政府方針の支持を訴える全面広告を1面で載せた6月9日付け「明報」(左)と、若者らによるデモを「暴動」と批判的に報じる13日付け「東方日報」

 中国の一部ながら「1国2制度」が保障された香港や、中国が統一を目指す台湾で近年、新聞やテレビなどマスメディアに対する中国資本の浸透が進んでいる。逃亡犯条例改正案を巡る対立が収まらない香港、来年1月に総統選を控える台湾の実情を取材し、2回に分けて報告する。【福岡静哉】

デモ隊を「暴徒」と非難

 6月9日、香港で約103万人(主催者発表)が参加する大規模デモがあった。

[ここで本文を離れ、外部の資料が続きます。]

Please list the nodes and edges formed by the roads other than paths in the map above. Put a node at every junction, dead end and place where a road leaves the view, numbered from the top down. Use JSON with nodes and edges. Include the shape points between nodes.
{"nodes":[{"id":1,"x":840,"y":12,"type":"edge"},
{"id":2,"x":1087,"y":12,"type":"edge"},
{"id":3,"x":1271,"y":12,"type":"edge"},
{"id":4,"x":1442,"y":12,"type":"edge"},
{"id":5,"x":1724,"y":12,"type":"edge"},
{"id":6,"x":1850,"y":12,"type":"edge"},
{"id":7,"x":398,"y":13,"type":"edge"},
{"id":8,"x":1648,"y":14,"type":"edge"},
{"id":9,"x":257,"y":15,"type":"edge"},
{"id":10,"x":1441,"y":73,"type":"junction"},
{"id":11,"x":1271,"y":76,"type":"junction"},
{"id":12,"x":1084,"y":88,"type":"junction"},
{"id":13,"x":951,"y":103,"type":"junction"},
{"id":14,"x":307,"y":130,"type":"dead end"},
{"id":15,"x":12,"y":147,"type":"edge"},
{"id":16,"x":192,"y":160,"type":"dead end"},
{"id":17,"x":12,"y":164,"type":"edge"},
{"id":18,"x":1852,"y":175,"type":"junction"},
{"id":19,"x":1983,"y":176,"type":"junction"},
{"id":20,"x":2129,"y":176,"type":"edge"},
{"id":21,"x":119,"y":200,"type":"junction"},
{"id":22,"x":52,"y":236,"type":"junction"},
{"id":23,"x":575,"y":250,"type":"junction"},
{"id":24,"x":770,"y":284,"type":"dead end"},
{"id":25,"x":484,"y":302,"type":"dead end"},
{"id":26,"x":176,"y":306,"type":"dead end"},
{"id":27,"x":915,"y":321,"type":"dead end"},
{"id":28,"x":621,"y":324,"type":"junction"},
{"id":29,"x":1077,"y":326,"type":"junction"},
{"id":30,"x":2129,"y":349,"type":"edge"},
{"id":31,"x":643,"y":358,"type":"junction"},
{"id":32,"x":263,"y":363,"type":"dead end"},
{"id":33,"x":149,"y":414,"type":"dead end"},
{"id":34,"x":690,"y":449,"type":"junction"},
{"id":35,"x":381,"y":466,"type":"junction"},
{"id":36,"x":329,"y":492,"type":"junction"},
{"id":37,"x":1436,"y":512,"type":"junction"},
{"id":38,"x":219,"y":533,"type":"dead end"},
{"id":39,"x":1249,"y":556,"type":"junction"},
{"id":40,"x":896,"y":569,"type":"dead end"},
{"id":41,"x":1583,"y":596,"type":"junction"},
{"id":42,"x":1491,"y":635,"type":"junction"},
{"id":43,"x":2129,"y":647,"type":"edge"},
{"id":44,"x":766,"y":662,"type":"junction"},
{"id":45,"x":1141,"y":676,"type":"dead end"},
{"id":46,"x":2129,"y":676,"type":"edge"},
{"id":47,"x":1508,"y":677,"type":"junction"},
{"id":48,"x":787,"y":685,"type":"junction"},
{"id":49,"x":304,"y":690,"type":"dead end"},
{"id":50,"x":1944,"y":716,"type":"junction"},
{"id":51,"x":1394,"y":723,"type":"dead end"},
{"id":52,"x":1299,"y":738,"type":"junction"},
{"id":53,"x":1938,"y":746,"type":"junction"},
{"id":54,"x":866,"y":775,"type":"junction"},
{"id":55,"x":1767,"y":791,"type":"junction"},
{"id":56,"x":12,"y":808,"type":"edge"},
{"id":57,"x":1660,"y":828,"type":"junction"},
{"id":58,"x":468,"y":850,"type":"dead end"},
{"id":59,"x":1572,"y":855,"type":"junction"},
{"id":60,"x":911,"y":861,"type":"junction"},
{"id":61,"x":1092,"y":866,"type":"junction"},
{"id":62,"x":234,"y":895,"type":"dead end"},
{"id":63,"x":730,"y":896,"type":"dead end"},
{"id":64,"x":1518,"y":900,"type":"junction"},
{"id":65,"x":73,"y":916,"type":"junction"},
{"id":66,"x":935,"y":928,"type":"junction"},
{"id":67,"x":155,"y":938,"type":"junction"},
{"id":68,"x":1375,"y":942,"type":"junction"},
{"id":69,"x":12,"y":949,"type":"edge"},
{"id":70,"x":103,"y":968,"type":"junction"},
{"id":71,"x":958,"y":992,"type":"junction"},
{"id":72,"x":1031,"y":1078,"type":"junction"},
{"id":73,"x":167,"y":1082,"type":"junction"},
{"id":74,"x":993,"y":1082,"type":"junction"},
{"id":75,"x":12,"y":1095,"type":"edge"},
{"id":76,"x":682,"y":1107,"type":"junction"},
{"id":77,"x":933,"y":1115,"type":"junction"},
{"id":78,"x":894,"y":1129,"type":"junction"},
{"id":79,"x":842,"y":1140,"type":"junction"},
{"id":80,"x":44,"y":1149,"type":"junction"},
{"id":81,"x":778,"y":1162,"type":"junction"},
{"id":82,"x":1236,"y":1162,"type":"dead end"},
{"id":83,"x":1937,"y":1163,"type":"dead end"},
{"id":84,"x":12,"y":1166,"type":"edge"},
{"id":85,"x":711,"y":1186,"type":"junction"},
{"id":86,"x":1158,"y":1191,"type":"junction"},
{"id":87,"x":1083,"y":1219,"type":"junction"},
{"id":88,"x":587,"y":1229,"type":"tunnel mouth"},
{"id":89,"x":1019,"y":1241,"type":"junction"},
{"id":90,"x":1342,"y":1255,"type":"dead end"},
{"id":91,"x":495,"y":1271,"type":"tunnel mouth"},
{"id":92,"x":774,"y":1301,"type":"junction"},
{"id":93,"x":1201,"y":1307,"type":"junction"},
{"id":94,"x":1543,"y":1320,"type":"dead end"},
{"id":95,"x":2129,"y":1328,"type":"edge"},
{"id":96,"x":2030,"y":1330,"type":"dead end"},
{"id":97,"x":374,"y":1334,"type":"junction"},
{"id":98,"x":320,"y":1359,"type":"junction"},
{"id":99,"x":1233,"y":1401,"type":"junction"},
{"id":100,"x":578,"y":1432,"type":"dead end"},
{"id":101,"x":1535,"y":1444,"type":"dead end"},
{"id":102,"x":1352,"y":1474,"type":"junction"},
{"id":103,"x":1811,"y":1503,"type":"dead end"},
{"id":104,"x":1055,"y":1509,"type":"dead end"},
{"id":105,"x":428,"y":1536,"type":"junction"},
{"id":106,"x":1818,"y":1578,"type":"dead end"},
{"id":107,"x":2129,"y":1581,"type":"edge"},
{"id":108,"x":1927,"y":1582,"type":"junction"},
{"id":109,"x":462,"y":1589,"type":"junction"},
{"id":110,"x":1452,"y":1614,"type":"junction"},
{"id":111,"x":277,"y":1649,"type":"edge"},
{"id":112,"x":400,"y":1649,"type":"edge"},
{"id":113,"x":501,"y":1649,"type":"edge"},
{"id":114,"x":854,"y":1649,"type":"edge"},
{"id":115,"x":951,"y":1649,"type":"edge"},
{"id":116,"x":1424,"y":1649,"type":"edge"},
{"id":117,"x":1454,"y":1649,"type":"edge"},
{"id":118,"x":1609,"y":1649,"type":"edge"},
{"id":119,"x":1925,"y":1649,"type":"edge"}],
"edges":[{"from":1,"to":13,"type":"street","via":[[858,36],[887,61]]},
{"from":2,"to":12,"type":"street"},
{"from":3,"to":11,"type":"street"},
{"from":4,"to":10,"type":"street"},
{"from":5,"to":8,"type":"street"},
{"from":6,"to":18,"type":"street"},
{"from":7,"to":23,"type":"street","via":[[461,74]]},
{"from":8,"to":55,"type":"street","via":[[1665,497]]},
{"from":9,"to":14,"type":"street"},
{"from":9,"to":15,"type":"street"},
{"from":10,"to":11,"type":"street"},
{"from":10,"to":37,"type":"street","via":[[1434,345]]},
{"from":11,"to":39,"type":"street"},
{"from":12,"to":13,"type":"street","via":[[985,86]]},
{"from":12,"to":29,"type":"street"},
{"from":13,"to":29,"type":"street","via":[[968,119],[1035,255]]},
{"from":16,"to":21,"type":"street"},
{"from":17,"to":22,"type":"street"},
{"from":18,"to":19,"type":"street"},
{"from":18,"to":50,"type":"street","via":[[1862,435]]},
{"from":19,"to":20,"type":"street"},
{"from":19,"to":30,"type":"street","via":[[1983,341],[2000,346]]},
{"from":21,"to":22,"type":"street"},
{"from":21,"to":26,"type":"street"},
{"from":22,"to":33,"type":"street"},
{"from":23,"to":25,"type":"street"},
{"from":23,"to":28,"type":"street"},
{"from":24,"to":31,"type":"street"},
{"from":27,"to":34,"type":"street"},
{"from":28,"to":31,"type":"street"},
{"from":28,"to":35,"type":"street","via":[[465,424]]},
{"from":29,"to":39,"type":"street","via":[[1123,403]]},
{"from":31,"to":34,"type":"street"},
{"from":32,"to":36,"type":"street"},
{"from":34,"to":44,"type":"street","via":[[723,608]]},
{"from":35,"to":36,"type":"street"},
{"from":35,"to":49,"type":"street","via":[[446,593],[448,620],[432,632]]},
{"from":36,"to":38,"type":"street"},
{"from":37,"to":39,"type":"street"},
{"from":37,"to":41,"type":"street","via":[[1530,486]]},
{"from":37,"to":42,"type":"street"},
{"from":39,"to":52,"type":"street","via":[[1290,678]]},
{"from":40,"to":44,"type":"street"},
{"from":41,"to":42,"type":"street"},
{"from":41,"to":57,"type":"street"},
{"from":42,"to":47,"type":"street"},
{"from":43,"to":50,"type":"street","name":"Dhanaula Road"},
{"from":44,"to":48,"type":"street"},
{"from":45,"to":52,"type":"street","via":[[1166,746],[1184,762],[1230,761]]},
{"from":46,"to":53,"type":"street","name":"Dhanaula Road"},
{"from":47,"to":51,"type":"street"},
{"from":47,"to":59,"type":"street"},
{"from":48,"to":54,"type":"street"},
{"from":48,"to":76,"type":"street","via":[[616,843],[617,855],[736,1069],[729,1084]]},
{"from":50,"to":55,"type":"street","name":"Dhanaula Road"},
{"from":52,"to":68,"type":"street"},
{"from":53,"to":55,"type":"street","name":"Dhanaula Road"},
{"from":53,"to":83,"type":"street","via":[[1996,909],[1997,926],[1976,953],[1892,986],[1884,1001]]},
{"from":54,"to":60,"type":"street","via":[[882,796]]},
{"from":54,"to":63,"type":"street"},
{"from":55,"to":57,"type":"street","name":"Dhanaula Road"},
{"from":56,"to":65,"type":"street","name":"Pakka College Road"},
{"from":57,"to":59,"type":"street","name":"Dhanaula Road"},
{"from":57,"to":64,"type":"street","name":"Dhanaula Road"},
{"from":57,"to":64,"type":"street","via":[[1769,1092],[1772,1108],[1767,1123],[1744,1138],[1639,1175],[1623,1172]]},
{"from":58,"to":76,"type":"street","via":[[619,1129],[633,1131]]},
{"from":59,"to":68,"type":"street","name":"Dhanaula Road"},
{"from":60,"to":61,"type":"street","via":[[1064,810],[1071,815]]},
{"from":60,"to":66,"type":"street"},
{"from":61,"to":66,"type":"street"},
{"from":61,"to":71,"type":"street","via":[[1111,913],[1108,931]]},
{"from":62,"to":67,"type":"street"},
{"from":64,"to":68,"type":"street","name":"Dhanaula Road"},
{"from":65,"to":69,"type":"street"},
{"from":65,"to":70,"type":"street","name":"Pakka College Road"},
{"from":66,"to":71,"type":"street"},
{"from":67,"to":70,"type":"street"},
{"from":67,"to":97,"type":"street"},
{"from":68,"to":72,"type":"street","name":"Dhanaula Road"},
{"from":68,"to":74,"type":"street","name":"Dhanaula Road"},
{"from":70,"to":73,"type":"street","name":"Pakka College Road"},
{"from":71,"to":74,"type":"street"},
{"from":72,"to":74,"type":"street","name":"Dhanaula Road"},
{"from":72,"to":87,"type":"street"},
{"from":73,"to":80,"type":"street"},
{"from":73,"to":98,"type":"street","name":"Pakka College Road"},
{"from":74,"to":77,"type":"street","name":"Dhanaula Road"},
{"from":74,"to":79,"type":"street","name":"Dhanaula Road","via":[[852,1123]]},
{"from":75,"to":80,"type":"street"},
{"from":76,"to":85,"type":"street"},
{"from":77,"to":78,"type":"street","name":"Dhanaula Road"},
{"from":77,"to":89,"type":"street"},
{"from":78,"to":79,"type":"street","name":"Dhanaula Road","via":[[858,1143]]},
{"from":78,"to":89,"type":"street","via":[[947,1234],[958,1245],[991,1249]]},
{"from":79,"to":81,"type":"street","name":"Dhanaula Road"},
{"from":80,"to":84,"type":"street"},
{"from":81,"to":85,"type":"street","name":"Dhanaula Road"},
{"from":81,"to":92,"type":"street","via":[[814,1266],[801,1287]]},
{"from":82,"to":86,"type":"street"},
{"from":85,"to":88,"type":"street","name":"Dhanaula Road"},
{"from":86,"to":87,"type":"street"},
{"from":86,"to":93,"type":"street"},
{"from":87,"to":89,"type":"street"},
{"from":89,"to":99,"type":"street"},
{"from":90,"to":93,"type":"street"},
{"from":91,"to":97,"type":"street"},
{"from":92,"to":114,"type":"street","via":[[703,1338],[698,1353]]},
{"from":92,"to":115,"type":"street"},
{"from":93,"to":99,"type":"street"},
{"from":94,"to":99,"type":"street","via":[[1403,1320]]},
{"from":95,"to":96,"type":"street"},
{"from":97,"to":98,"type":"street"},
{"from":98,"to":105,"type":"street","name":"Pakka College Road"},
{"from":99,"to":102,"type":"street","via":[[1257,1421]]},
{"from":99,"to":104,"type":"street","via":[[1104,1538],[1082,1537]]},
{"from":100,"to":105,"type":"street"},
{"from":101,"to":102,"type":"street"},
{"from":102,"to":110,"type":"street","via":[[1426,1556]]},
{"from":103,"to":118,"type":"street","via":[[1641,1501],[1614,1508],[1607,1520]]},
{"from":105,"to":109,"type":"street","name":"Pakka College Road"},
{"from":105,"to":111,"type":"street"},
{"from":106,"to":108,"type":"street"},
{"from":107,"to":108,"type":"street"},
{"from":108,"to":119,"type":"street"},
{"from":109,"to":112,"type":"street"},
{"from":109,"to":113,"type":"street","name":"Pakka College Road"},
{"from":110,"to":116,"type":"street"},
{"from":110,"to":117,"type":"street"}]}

香港で拘束された刑事事件の容疑者を中国本土の司法当局に引き渡すことを可能にする逃亡犯条例改正案を巡り、市民の間に「冤罪(えんざい)で逮捕されて、不透明な中国の司法に裁かれる恐れがある」との懸念が強まったためだ。デモ当日の朝、「星島日報」など複数の有力紙が1面に改正を支持する団体による全面広告を掲載した。「法改正を支持する」「理性的な議論を」。広告と社論は別とはいえ、デモ当日に1面全てを使って政府の主張を載せるのは異例だ。